Collected data
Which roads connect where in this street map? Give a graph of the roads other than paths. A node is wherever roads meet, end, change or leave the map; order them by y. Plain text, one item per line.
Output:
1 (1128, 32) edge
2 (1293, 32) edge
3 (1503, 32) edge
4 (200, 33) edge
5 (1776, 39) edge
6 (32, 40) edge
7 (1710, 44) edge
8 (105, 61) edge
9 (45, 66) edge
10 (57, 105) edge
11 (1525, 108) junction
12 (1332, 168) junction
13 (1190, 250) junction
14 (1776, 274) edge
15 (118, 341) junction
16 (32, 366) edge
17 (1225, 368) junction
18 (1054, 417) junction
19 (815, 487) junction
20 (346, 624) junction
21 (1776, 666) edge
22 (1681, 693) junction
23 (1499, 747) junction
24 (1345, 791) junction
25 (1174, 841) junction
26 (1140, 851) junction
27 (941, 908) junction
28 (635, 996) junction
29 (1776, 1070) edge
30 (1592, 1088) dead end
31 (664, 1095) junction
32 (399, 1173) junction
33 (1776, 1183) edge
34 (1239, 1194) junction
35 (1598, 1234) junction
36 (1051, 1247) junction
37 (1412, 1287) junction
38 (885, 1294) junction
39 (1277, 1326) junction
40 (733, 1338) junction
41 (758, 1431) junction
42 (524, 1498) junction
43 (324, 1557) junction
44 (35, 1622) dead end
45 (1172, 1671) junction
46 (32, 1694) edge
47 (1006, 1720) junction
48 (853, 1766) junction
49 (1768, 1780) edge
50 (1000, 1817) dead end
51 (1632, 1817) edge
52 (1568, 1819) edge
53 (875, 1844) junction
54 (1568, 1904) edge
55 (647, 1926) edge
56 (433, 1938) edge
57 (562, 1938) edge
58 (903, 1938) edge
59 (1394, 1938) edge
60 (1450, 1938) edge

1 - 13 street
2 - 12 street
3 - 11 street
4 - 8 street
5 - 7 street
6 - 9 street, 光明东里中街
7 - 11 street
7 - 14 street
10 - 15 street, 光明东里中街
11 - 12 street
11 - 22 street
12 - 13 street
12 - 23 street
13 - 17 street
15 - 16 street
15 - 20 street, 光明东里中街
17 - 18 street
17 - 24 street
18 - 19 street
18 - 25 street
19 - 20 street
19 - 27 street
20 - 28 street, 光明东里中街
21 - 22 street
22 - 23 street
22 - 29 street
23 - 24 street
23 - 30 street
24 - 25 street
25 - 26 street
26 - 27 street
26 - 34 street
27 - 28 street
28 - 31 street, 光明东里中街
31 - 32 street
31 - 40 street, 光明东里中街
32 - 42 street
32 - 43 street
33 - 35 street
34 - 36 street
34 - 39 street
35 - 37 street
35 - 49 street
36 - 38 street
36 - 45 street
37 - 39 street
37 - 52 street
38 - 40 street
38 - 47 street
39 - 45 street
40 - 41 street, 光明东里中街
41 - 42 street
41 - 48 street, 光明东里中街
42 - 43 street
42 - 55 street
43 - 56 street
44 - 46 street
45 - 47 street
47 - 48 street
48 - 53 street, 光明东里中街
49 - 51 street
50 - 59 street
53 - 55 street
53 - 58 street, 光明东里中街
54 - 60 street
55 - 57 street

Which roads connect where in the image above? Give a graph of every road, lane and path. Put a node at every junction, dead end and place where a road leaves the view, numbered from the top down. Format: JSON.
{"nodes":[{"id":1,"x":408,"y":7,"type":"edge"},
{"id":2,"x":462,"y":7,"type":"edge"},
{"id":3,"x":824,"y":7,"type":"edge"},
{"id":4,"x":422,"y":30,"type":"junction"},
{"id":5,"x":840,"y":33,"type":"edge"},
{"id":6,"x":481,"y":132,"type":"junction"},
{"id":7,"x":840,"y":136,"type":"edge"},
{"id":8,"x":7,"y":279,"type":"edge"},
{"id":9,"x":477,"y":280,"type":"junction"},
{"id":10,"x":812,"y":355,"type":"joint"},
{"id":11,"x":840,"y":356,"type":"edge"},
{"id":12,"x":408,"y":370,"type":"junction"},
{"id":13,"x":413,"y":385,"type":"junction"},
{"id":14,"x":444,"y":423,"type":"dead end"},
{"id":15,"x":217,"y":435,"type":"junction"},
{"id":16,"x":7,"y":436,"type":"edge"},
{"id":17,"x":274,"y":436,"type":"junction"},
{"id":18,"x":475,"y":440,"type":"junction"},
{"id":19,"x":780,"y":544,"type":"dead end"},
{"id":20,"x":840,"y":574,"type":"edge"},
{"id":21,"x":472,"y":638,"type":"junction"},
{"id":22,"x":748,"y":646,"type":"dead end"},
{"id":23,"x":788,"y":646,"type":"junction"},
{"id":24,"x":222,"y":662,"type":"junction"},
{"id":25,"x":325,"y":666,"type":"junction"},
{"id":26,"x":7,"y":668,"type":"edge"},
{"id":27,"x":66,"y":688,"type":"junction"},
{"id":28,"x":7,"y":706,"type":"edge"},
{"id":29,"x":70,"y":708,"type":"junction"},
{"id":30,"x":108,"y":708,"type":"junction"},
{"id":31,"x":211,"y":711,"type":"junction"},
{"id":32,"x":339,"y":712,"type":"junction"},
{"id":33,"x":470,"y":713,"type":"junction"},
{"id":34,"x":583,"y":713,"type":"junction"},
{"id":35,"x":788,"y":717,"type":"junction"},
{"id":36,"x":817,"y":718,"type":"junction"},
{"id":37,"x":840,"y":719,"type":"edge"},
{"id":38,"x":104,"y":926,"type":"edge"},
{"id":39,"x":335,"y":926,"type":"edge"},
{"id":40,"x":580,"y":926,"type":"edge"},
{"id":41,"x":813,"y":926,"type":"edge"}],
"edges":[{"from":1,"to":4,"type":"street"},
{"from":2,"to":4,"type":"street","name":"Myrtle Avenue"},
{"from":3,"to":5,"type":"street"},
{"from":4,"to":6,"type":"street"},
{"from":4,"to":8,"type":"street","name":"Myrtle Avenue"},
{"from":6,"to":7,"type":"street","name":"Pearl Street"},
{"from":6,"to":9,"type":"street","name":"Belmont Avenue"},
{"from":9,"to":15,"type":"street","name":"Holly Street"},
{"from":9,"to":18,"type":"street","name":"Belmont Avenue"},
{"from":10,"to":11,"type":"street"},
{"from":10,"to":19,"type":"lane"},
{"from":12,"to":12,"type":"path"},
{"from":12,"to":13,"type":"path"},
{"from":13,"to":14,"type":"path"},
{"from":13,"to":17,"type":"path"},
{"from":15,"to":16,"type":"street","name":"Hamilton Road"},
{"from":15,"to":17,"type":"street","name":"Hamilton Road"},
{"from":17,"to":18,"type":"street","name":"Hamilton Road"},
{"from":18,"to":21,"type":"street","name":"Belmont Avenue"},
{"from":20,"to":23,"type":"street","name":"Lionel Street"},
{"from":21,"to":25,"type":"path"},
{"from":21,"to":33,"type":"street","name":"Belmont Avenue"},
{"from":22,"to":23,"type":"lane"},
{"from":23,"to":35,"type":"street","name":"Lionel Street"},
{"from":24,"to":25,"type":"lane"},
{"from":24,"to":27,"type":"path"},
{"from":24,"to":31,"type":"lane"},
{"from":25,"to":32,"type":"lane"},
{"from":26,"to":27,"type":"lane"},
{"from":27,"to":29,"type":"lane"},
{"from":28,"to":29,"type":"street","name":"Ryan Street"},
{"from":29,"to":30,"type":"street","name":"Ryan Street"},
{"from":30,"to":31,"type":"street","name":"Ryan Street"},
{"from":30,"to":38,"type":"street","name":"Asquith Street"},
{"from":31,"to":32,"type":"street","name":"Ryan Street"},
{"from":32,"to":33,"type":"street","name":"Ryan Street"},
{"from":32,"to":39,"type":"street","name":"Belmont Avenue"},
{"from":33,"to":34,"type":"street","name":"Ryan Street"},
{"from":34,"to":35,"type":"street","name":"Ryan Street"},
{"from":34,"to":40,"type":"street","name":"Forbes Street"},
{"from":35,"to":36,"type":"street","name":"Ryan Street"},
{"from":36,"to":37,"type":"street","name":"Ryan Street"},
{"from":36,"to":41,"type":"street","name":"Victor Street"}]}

TASK DETAILS:
Each line above where the word "connect" occurs should be returned in full.

RESPONSE AREA:
Which roads connect where in this street map? Give a graph of the roads other than paths. A node is wherever roads meet, end, change or leave the map; order them by y. Plain text, one item per line.
Which roads connect where in the image above? Give a graph of every road, lane and path. Put a node at every junction, dead end and place where a road leaves the view, numbered from the top down. Format: JSON.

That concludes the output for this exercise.